━━━ Data extracts ━━━

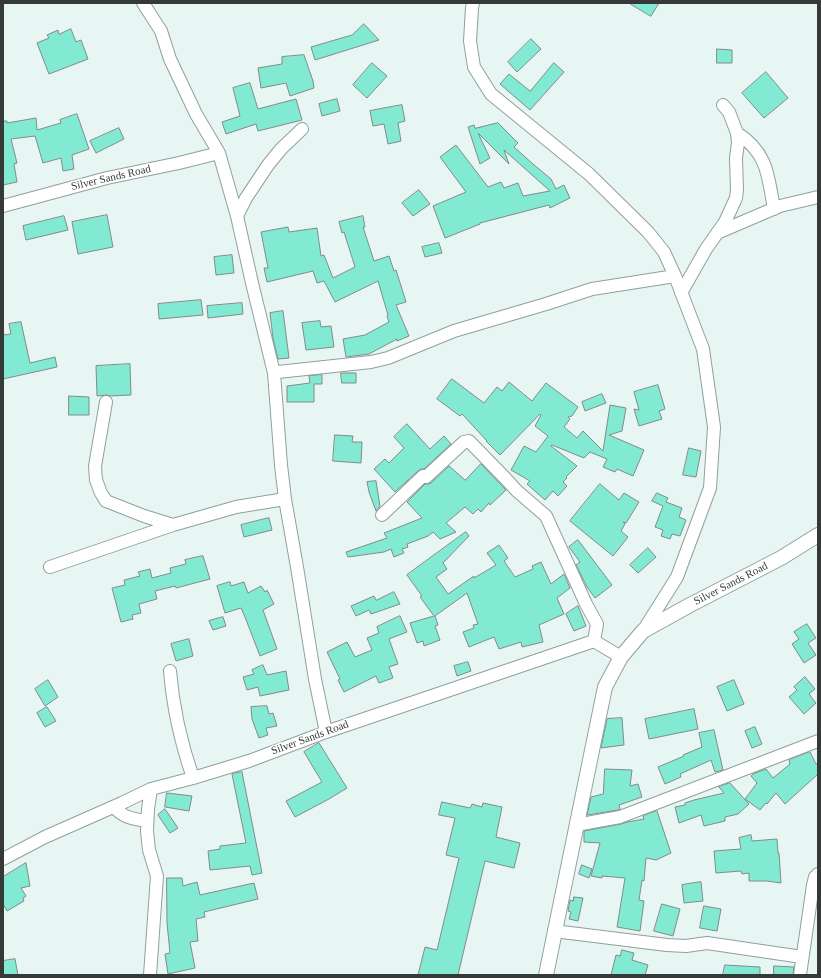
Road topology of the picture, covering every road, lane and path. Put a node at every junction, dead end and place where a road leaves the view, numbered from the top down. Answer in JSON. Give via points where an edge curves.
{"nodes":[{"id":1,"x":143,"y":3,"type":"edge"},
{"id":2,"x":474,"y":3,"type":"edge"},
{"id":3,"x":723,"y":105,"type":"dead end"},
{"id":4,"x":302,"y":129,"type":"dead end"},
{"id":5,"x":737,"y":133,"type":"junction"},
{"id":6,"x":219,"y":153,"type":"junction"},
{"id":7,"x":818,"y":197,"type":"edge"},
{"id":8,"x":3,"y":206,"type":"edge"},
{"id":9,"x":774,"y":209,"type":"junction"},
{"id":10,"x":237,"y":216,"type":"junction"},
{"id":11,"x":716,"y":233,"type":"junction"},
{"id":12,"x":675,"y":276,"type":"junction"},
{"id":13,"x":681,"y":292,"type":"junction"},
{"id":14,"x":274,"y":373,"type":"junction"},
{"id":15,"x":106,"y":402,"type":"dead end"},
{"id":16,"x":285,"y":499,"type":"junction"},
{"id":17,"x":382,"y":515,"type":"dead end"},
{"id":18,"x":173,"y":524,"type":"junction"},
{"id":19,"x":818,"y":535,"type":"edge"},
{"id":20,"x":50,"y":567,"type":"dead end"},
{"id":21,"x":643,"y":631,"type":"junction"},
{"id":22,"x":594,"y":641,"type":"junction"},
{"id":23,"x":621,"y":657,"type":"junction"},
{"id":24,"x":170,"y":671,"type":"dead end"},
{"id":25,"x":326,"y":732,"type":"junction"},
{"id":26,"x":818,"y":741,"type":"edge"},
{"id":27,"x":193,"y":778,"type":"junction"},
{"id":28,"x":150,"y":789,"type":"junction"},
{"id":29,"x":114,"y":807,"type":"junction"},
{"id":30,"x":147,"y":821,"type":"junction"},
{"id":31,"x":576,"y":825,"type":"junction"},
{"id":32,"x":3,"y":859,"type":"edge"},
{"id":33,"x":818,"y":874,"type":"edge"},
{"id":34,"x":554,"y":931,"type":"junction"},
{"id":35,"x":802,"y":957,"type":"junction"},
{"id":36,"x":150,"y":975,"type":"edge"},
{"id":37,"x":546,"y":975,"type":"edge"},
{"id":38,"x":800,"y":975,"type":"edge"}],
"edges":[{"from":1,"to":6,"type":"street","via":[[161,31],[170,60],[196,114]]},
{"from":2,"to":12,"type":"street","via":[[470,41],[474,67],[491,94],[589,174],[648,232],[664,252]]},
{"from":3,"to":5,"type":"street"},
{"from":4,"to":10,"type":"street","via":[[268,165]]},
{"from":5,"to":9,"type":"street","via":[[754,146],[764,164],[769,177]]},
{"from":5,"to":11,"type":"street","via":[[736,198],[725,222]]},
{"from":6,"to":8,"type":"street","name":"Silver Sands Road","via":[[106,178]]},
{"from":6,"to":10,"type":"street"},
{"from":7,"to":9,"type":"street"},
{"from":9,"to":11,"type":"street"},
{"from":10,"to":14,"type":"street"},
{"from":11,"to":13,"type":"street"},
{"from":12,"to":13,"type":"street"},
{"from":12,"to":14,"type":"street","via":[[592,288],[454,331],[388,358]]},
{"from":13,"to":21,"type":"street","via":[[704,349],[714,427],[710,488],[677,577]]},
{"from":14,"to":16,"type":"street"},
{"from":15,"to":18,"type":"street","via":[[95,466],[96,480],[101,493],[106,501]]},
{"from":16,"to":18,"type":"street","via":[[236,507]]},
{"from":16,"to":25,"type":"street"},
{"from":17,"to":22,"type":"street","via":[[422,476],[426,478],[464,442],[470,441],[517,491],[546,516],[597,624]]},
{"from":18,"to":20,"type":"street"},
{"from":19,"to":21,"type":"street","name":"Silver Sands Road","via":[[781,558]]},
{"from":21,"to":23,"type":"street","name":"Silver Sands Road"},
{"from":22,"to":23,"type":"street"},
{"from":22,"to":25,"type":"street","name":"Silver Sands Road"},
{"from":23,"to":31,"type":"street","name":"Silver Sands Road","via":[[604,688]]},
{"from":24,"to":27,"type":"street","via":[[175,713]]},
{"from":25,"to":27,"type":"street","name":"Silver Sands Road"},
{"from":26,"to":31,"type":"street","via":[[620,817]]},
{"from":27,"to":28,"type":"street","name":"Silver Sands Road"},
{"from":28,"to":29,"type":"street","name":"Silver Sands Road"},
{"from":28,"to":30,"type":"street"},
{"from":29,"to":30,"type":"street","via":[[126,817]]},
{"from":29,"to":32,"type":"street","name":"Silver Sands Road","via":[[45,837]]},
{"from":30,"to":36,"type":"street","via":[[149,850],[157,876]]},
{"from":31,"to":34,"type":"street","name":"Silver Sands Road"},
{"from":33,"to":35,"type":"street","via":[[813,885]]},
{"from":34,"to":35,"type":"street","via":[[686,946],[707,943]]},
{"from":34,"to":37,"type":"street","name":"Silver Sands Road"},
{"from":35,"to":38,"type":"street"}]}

━━━

## Task description
Print every entry word for word; omit the pictures.

## Problem solution
Road topology of the picture, covering every road, lane and path. Put a node at every junction, dead end and place where a road leaves the view, numbered from the top down. Answer in JSON. Give via points where an edge curves.
{"nodes":[{"id":1,"x":143,"y":3,"type":"edge"},
{"id":2,"x":474,"y":3,"type":"edge"},
{"id":3,"x":723,"y":105,"type":"dead end"},
{"id":4,"x":302,"y":129,"type":"dead end"},
{"id":5,"x":737,"y":133,"type":"junction"},
{"id":6,"x":219,"y":153,"type":"junction"},
{"id":7,"x":818,"y":197,"type":"edge"},
{"id":8,"x":3,"y":206,"type":"edge"},
{"id":9,"x":774,"y":209,"type":"junction"},
{"id":10,"x":237,"y":216,"type":"junction"},
{"id":11,"x":716,"y":233,"type":"junction"},
{"id":12,"x":675,"y":276,"type":"junction"},
{"id":13,"x":681,"y":292,"type":"junction"},
{"id":14,"x":274,"y":373,"type":"junction"},
{"id":15,"x":106,"y":402,"type":"dead end"},
{"id":16,"x":285,"y":499,"type":"junction"},
{"id":17,"x":382,"y":515,"type":"dead end"},
{"id":18,"x":173,"y":524,"type":"junction"},
{"id":19,"x":818,"y":535,"type":"edge"},
{"id":20,"x":50,"y":567,"type":"dead end"},
{"id":21,"x":643,"y":631,"type":"junction"},
{"id":22,"x":594,"y":641,"type":"junction"},
{"id":23,"x":621,"y":657,"type":"junction"},
{"id":24,"x":170,"y":671,"type":"dead end"},
{"id":25,"x":326,"y":732,"type":"junction"},
{"id":26,"x":818,"y":741,"type":"edge"},
{"id":27,"x":193,"y":778,"type":"junction"},
{"id":28,"x":150,"y":789,"type":"junction"},
{"id":29,"x":114,"y":807,"type":"junction"},
{"id":30,"x":147,"y":821,"type":"junction"},
{"id":31,"x":576,"y":825,"type":"junction"},
{"id":32,"x":3,"y":859,"type":"edge"},
{"id":33,"x":818,"y":874,"type":"edge"},
{"id":34,"x":554,"y":931,"type":"junction"},
{"id":35,"x":802,"y":957,"type":"junction"},
{"id":36,"x":150,"y":975,"type":"edge"},
{"id":37,"x":546,"y":975,"type":"edge"},
{"id":38,"x":800,"y":975,"type":"edge"}],
"edges":[{"from":1,"to":6,"type":"street","via":[[161,31],[170,60],[196,114]]},
{"from":2,"to":12,"type":"street","via":[[470,41],[474,67],[491,94],[589,174],[648,232],[664,252]]},
{"from":3,"to":5,"type":"street"},
{"from":4,"to":10,"type":"street","via":[[268,165]]},
{"from":5,"to":9,"type":"street","via":[[754,146],[764,164],[769,177]]},
{"from":5,"to":11,"type":"street","via":[[736,198],[725,222]]},
{"from":6,"to":8,"type":"street","name":"Silver Sands Road","via":[[106,178]]},
{"from":6,"to":10,"type":"street"},
{"from":7,"to":9,"type":"street"},
{"from":9,"to":11,"type":"street"},
{"from":10,"to":14,"type":"street"},
{"from":11,"to":13,"type":"street"},
{"from":12,"to":13,"type":"street"},
{"from":12,"to":14,"type":"street","via":[[592,288],[454,331],[388,358]]},
{"from":13,"to":21,"type":"street","via":[[704,349],[714,427],[710,488],[677,577]]},
{"from":14,"to":16,"type":"street"},
{"from":15,"to":18,"type":"street","via":[[95,466],[96,480],[101,493],[106,501]]},
{"from":16,"to":18,"type":"street","via":[[236,507]]},
{"from":16,"to":25,"type":"street"},
{"from":17,"to":22,"type":"street","via":[[422,476],[426,478],[464,442],[470,441],[517,491],[546,516],[597,624]]},
{"from":18,"to":20,"type":"street"},
{"from":19,"to":21,"type":"street","name":"Silver Sands Road","via":[[781,558]]},
{"from":21,"to":23,"type":"street","name":"Silver Sands Road"},
{"from":22,"to":23,"type":"street"},
{"from":22,"to":25,"type":"street","name":"Silver Sands Road"},
{"from":23,"to":31,"type":"street","name":"Silver Sands Road","via":[[604,688]]},
{"from":24,"to":27,"type":"street","via":[[175,713]]},
{"from":25,"to":27,"type":"street","name":"Silver Sands Road"},
{"from":26,"to":31,"type":"street","via":[[620,817]]},
{"from":27,"to":28,"type":"street","name":"Silver Sands Road"},
{"from":28,"to":29,"type":"street","name":"Silver Sands Road"},
{"from":28,"to":30,"type":"street"},
{"from":29,"to":30,"type":"street","via":[[126,817]]},
{"from":29,"to":32,"type":"street","name":"Silver Sands Road","via":[[45,837]]},
{"from":30,"to":36,"type":"street","via":[[149,850],[157,876]]},
{"from":31,"to":34,"type":"street","name":"Silver Sands Road"},
{"from":33,"to":35,"type":"street","via":[[813,885]]},
{"from":34,"to":35,"type":"street","via":[[686,946],[707,943]]},
{"from":34,"to":37,"type":"street","name":"Silver Sands Road"},
{"from":35,"to":38,"type":"street"}]}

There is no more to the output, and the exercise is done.